Intermarket Analysis — Cara Baca Korelasi Forex, Saham, Emas, dan Obligasi 2026

2 menit baca

Apa Itu Intermarket Analysis?

Intermarket analysis adalah pendekatan trading yang mempelajari hubungan antara berbagai pasar keuangan — forex, saham, komoditas (emas, minyak), dan obligasi — untuk membangun gambaran yang lebih lengkap tentang ke mana pasar akan bergerak. Dikembangkan oleh John Murphy, pendekatan ini memberikan “peta besar” yang tidak bisa dilihat hanya dari satu pasar saja.

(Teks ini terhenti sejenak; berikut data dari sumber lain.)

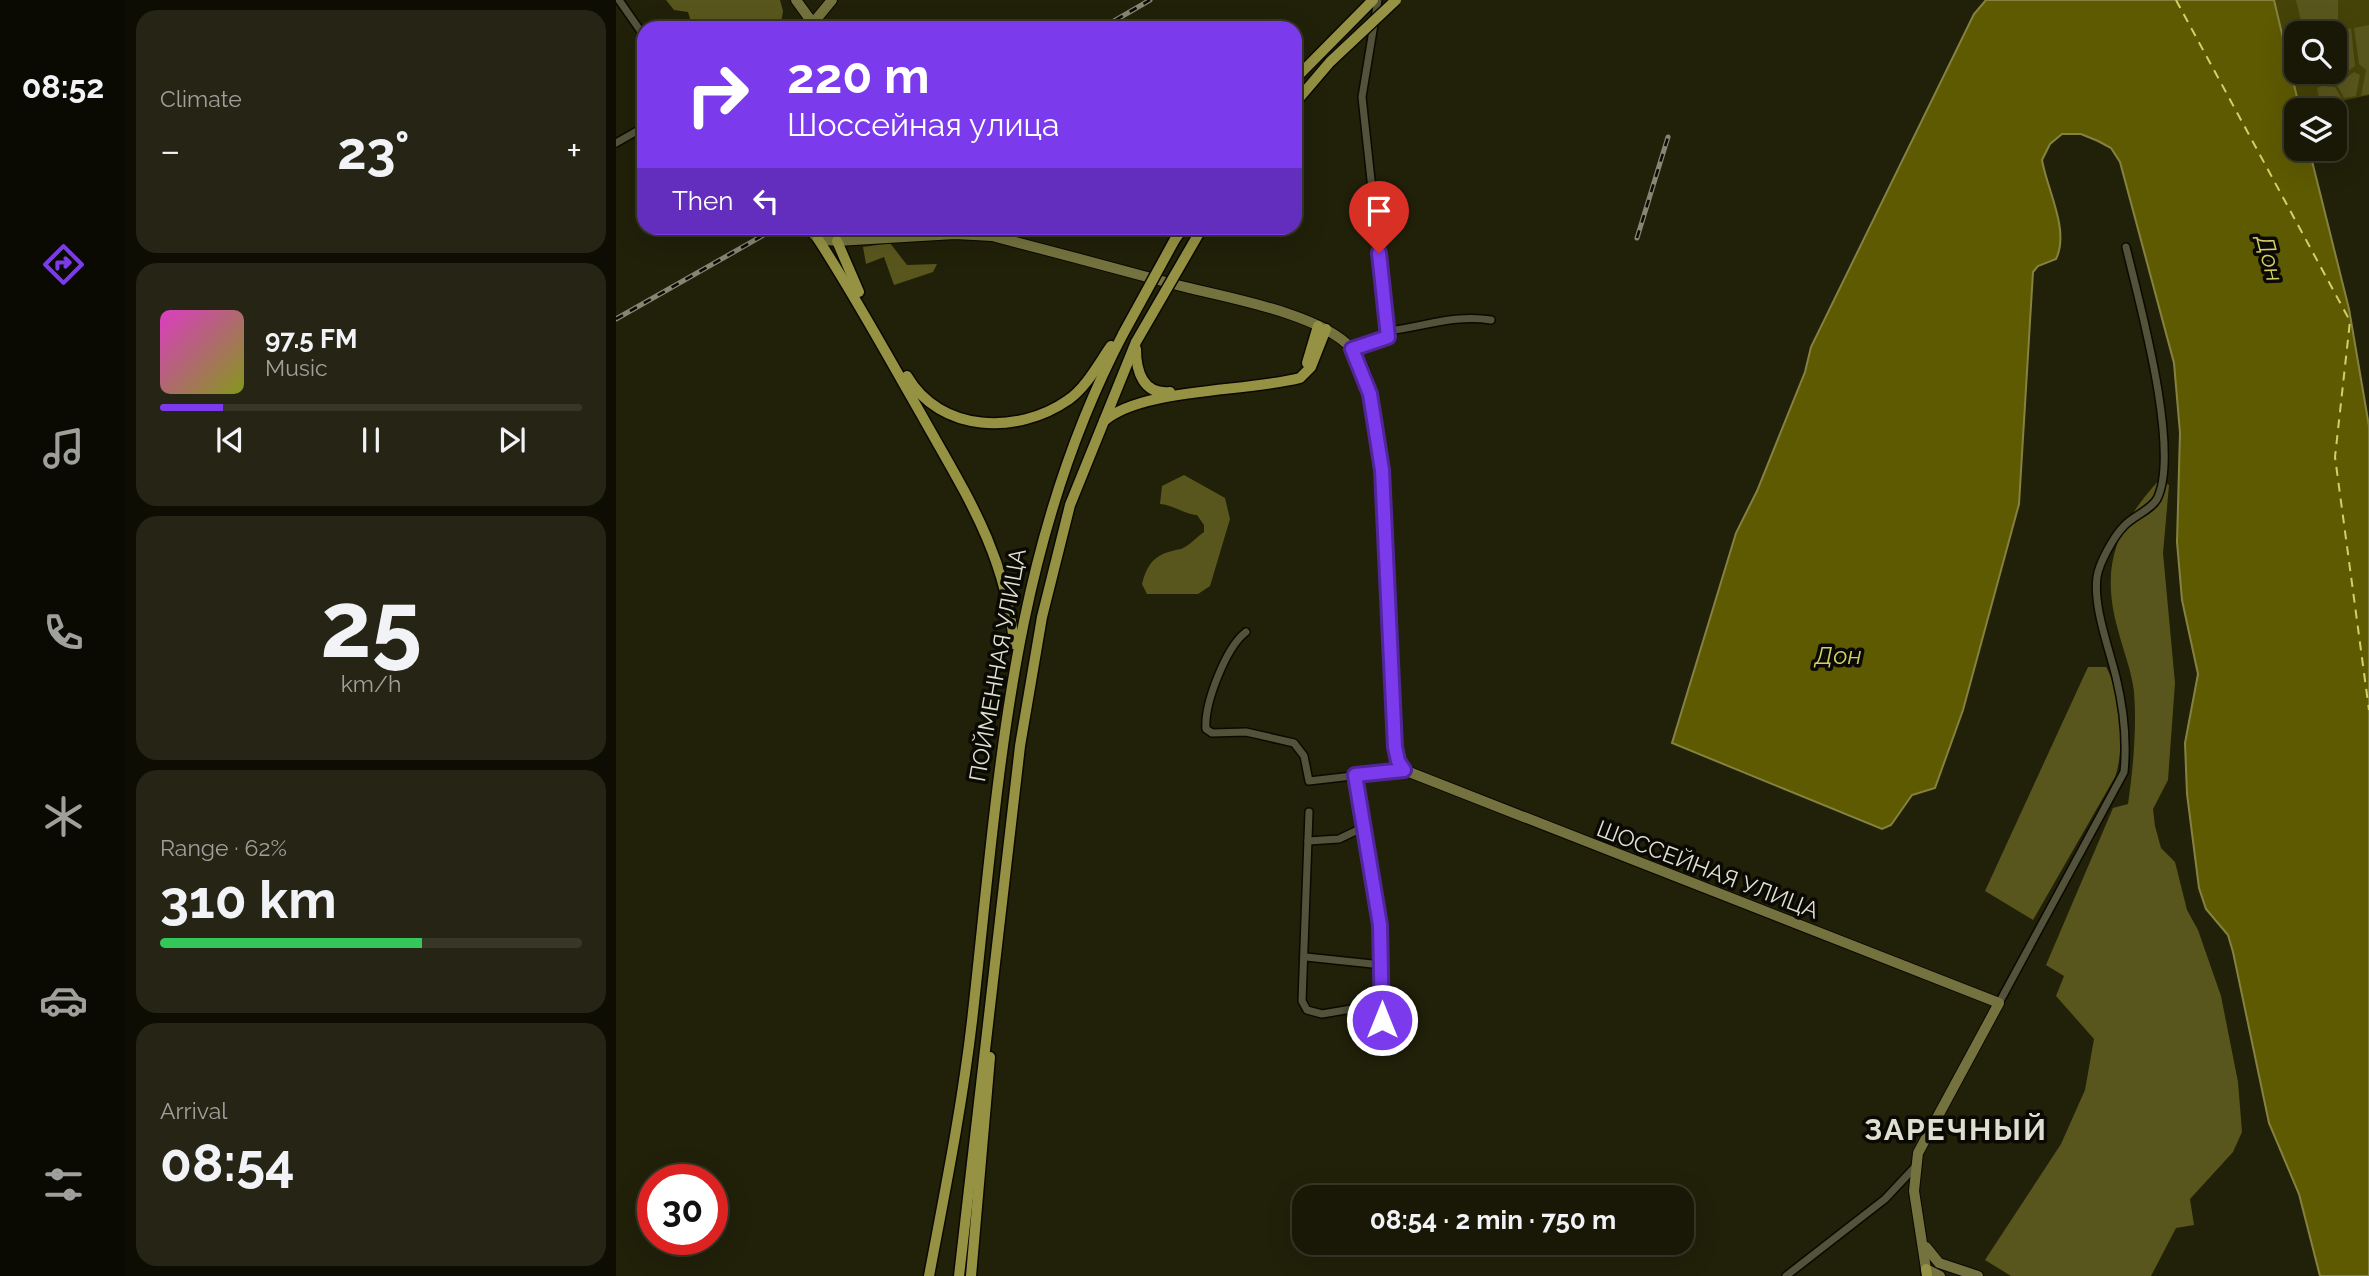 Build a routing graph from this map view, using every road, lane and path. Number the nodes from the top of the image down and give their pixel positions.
1 (619, 0) edge
2 (796, 0) edge
3 (832, 0) edge
4 (1376, 0) edge
5 (1396, 0) edge
6 (809, 21) edge
7 (814, 21) edge
8 (637, 26) edge
9 (1302, 72) edge
10 (1302, 95) edge
11 (637, 131) edge
12 (616, 143) edge
13 (814, 235) edge
14 (834, 235) edge
15 (938, 235) edge
16 (974, 235) edge
17 (1179, 235) edge
18 (1198, 235) edge
19 (818, 239) junction
20 (837, 241) junction
21 (2126, 247) dead end
22 (830, 258) junction
23 (1491, 320) dead end
24 (1322, 327) junction
25 (1388, 334) junction
26 (1122, 336) junction
27 (1136, 342) junction
28 (1352, 349) junction
29 (1102, 423) junction
30 (1246, 632) dead end
31 (1011, 695) junction
32 (1404, 770) junction
33 (1355, 775) junction
34 (1309, 812) dead end
35 (1364, 827) junction
36 (1307, 841) junction
37 (1306, 957) junction
38 (1382, 965) junction
39 (1999, 1003) junction
40 (1381, 1004) junction
41 (989, 1012) junction
42 (1400, 1041) dead end
43 (1915, 1167) junction
44 (1921, 1237) junction
45 (1927, 1273) edge
46 (927, 1276) edge
47 (960, 1276) edge
48 (971, 1276) edge
49 (1786, 1276) edge
50 (1940, 1276) edge
51 (1978, 1276) edge

1 - 8 street
2 - 6 main road
3 - 7 main road
4 - 9 main road
4 - 25 street
5 - 10 main road, bridge
11 - 12 street
13 - 19 main road
14 - 20 main road
15 - 20 main road
16 - 24 main road
17 - 26 main road, bridge
18 - 27 main road, ПОЙМЕННАЯ УЛИЦА, bridge
19 - 20 main road
19 - 22 main road
20 - 22 main road
20 - 26 main road
21 - 39 street
22 - 31 main road
23 - 25 street
24 - 27 main road
24 - 28 main road
24 - 29 main road
25 - 28 street
26 - 31 main road, ПОЙМЕННАЯ УЛИЦА
27 - 29 main road, ПОЙМЕННАЯ УЛИЦА
28 - 32 main road
29 - 41 main road, ПОЙМЕННАЯ УЛИЦА
30 - 33 street, ШОССЕЙНАЯ УЛИЦА
31 - 46 main road, ПОЙМЕННАЯ УЛИЦА
32 - 33 street, ШОССЕЙНАЯ УЛИЦА
32 - 39 main road, ШОССЕЙНАЯ УЛИЦА
33 - 35 street
34 - 36 street
35 - 36 street
35 - 38 street
36 - 37 street
37 - 38 street
37 - 40 street
38 - 40 street
39 - 43 main road
40 - 42 street
41 - 47 main road
41 - 48 main road
43 - 44 main road
43 - 49 street
44 - 45 main road
44 - 51 main road
45 - 50 main road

4 Korelasi Utama Intermarket

1. Dollar (DXY) vs Emas (XAU/USD)

  • Korelasi negatif kuat: Dollar naik → Emas cenderung turun
  • Dollar turun → Emas cenderung naik
  • Logika: Emas dihargai dalam Dollar. Saat Dollar kuat, butuh lebih sedikit Dollar untuk beli emas yang sama → harga emas turun.

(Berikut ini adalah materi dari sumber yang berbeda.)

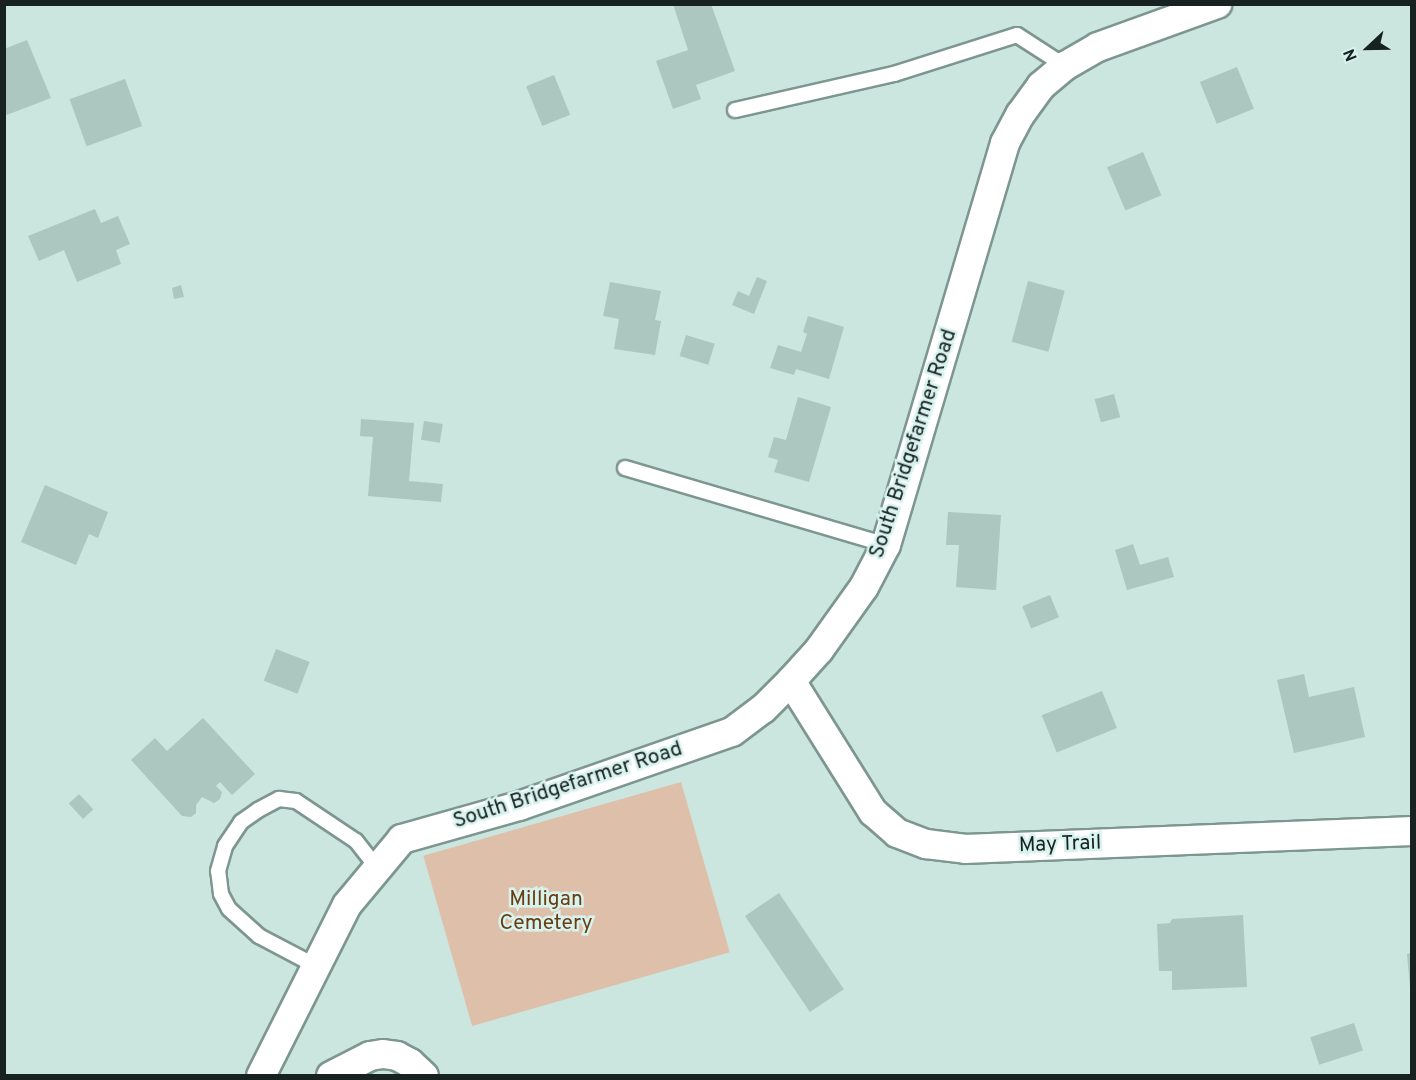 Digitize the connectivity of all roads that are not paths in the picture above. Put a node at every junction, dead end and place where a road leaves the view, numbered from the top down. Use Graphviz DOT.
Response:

2. Dollar (DXY) vs Pasar Saham (S&P 500)

  • Hubungan kompleks: Di normal market, korelasi sering negatif (Dollar kuat = saham turun)
  • Tapi saat krisis, keduanya bisa naik bersamaan (flight to safety ke Dollar)

3. Saham (Risk-On) vs Yen (Safe Haven)

  • S&P 500 naik → Risk-on → Yen melemah → USD/JPY naik
  • S&P 500 turun → Risk-off → Yen menguat → USD/JPY turun
  • Ini adalah korelasi paling konsisten dan bisa ditradingkan

4. Obligasi (Bond Yield) vs Dollar

  • US Treasury yield naik → Dollar cenderung menguat
  • Investor asing membeli obligasi AS → butuh Dollar → permintaan Dollar naik
  • Monitor US 10-Year Treasury Yield sebagai indikator Dollar jangka panjang

Cara Menggunakan Intermarket Analysis dalam Trading

Contoh Praktis: Trading EUR/USD

  1. Cek DXY (Dollar Index) — jika DXY dalam tren turun, bias SELL USD = BUY EUR/USD
  2. Cek US Bond Yield — jika yield turun, Dollar cenderung melemah = konfirmasi BUY EUR/USD
  3. Cek S&P 500 — jika saham naik (risk-on), Dollar mungkin melemah = konfirmasi tambahan
  4. Konfirmasi dengan teknikal EUR/USD → entry

Cara Memonitor Semua Pasar Sekaligus

  • TradingView: Buat layout dengan EUR/USD, DXY, XAU/USD, dan S&P 500 bersamaan
  • Investing.com: Market Overview menampilkan semua pasar utama
  • MT4: Tambahkan indeks S&P500, Gold, DXY di Market Watch

Keterbatasan Intermarket Analysis

  • Korelasi bisa berubah — hubungan yang berlaku di satu era mungkin tidak di era lain
  • Tidak memberikan sinyal entry yang spesifik — hanya konteks dan bias
  • Lebih efektif untuk swing dan position trading, kurang untuk scalping

Peringatan Risiko: Trading CFD dan Forex mengandung risiko kerugian yang tinggi. Data diverifikasi dari situs resmi broker (April 2026). Halaman ini mengandung tautan afiliasi.